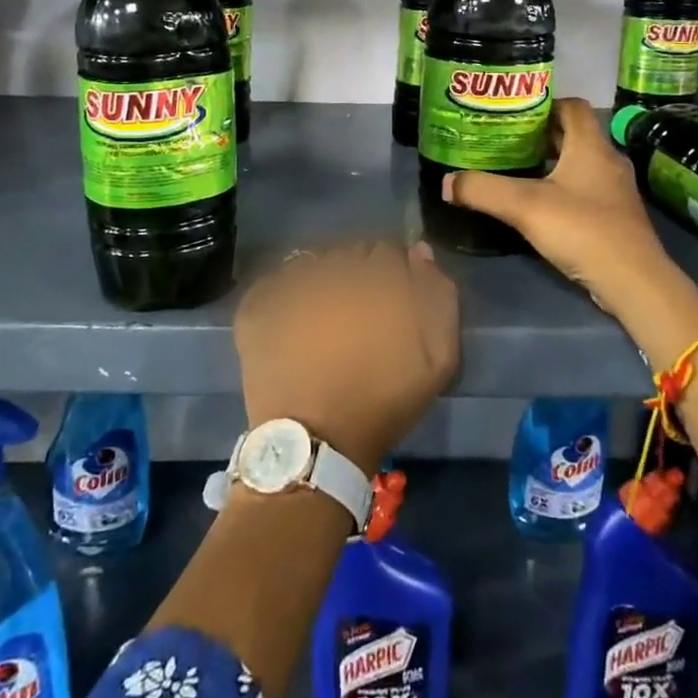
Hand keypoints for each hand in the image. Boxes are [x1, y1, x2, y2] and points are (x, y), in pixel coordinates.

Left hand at [232, 240, 458, 474]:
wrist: (316, 446)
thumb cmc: (383, 403)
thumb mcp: (438, 360)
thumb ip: (439, 298)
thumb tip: (419, 254)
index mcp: (378, 277)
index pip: (388, 251)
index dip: (392, 275)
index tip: (390, 302)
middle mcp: (333, 269)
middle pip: (350, 253)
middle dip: (358, 274)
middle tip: (358, 313)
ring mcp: (290, 284)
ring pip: (313, 263)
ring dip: (322, 280)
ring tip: (323, 318)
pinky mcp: (258, 304)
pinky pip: (275, 281)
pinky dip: (284, 294)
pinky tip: (291, 321)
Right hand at [443, 97, 679, 316]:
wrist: (634, 281)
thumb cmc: (583, 230)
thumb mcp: (525, 207)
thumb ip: (483, 190)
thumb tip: (447, 182)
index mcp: (591, 146)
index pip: (571, 106)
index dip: (543, 103)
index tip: (512, 111)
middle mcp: (607, 160)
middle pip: (573, 134)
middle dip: (539, 134)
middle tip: (504, 139)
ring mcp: (614, 189)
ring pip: (578, 162)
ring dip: (550, 162)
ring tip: (515, 168)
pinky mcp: (615, 215)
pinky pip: (584, 188)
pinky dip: (561, 186)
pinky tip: (538, 203)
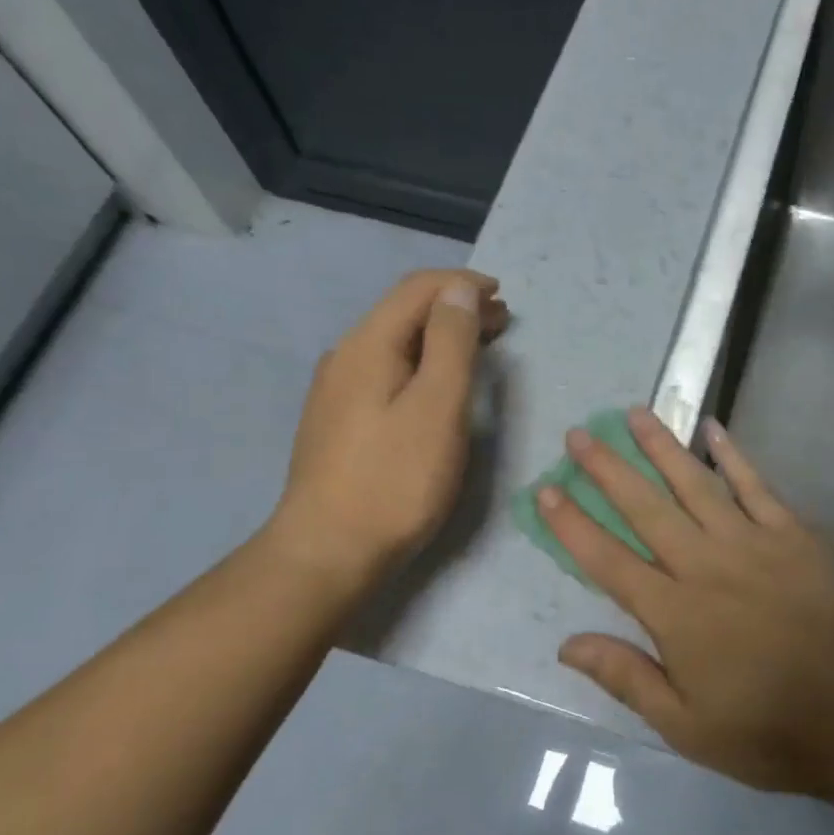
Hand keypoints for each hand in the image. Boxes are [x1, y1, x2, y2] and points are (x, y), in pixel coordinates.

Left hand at [264, 269, 507, 595]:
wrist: (328, 551)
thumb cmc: (395, 480)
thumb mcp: (437, 406)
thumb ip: (451, 343)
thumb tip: (460, 291)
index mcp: (367, 345)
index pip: (417, 289)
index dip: (463, 283)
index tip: (505, 296)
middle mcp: (346, 357)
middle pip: (404, 313)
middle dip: (456, 308)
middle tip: (503, 322)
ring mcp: (337, 391)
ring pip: (396, 344)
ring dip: (440, 337)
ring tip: (480, 348)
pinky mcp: (339, 421)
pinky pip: (387, 371)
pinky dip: (422, 364)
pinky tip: (437, 386)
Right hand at [539, 407, 833, 794]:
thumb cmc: (769, 729)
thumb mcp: (686, 726)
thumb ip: (626, 677)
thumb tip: (566, 643)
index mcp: (675, 612)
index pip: (609, 559)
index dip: (572, 524)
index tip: (546, 489)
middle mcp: (706, 565)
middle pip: (646, 508)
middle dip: (607, 469)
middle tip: (578, 434)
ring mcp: (753, 543)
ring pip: (696, 484)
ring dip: (661, 447)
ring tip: (634, 413)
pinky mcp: (794, 535)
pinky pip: (756, 486)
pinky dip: (733, 455)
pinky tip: (713, 428)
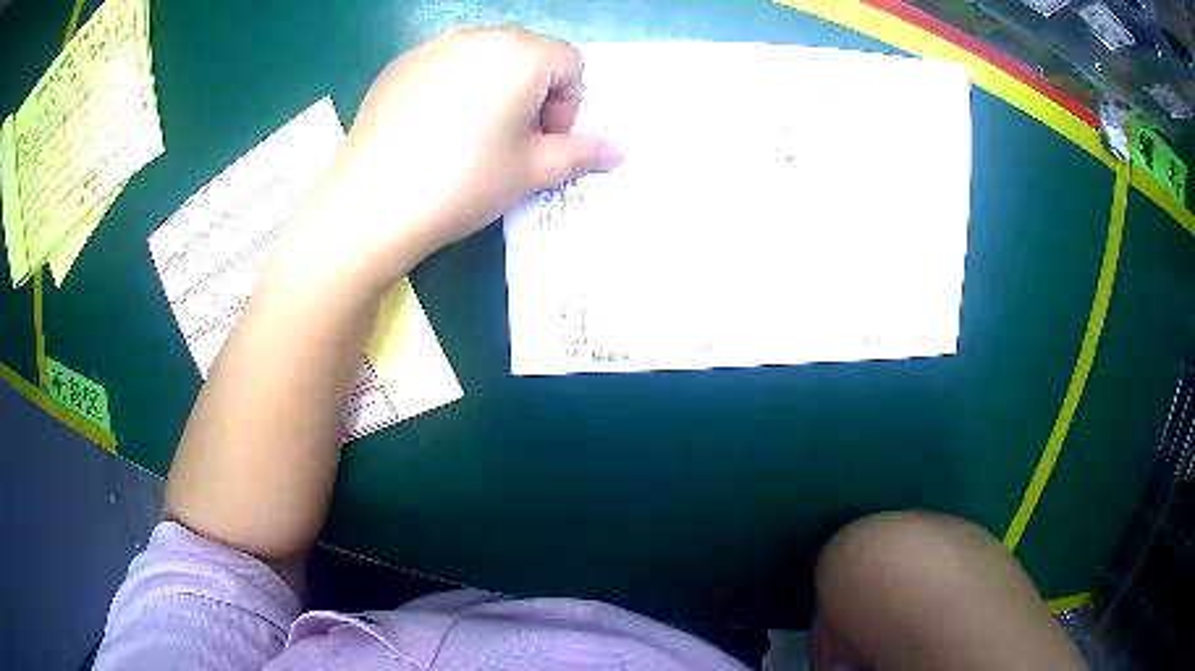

※ ※ ※

▶ [Task objective] In the material above, repeat each entry exactly and omit every picture.

▶ [Result of the exercise]
Hand keypoints for each hand in the image. Boxes are [x1, y1, x2, y2] and points are (x, y), in pixel coordinates.

Left hand at [232, 240, 458, 474]:
wrist: (316, 446)
thumb cmc: (383, 403)
thumb mcp: (438, 360)
thumb ip: (439, 298)
thumb tip: (419, 254)
index mcp: (378, 277)
index pip: (388, 251)
index dip: (392, 275)
index tip: (390, 302)
middle mcp: (333, 269)
middle pip: (350, 253)
middle dip: (358, 274)
middle tip: (358, 313)
ring mcp: (290, 284)
ring pip: (313, 263)
ring dip: (322, 280)
ring tip: (323, 318)
pinky mcp: (258, 304)
pinky pip: (275, 281)
pinky dip: (284, 294)
pinky tip: (291, 321)
Right hand at [443, 97, 679, 316]:
wrist: (634, 281)
thumb cmc: (583, 230)
thumb mcp: (525, 207)
thumb ip: (483, 190)
thumb tip: (447, 182)
index mcp: (591, 146)
index pip: (571, 106)
index dip: (543, 103)
index tip: (512, 111)
middle mcp: (607, 160)
middle pip: (573, 134)
middle dip: (539, 134)
middle tip: (504, 139)
ring mcp: (614, 189)
ring pip: (578, 162)
ring dip: (550, 162)
ring tip: (515, 168)
pinky mcp: (615, 215)
pinky pip: (584, 188)
pinky dip: (561, 186)
pinky tip: (538, 203)
Hand keypoints for each hand in the image. Boxes are [x1, y1, x2, y2] and points are (x, y), in pixel coordinates.

Left hand at [264, 269, 507, 595]:
wrist: (328, 551)
thumb cmc: (395, 480)
thumb mcp: (437, 406)
thumb ip: (451, 343)
thumb tip: (460, 291)
index mcp: (367, 345)
index pip: (417, 289)
index dip: (463, 283)
index tip: (505, 296)
middle mcp: (346, 357)
middle pip: (404, 313)
middle dip: (456, 308)
middle tip: (503, 322)
ring mcp: (337, 391)
ring pip: (396, 344)
ring dip: (440, 337)
ring tip: (480, 348)
pinky mcp: (339, 421)
pinky pip: (387, 371)
pinky dip: (422, 364)
pinky tip: (437, 386)
Right hand at [539, 407, 833, 794]:
thumb cmc: (769, 729)
thumb mcp: (686, 726)
thumb ip: (626, 677)
thumb tip: (566, 643)
index mcp: (675, 612)
index pip: (609, 559)
index dip: (572, 524)
index tip: (546, 489)
middle mcp: (706, 565)
middle pip: (646, 508)
middle dip: (607, 469)
middle tip: (578, 434)
ring mcp: (753, 543)
ring pip: (696, 484)
ring dip: (661, 447)
ring tip: (634, 413)
pinky mcp: (794, 535)
pinky pip: (756, 486)
pinky dip: (733, 455)
pinky tip: (713, 428)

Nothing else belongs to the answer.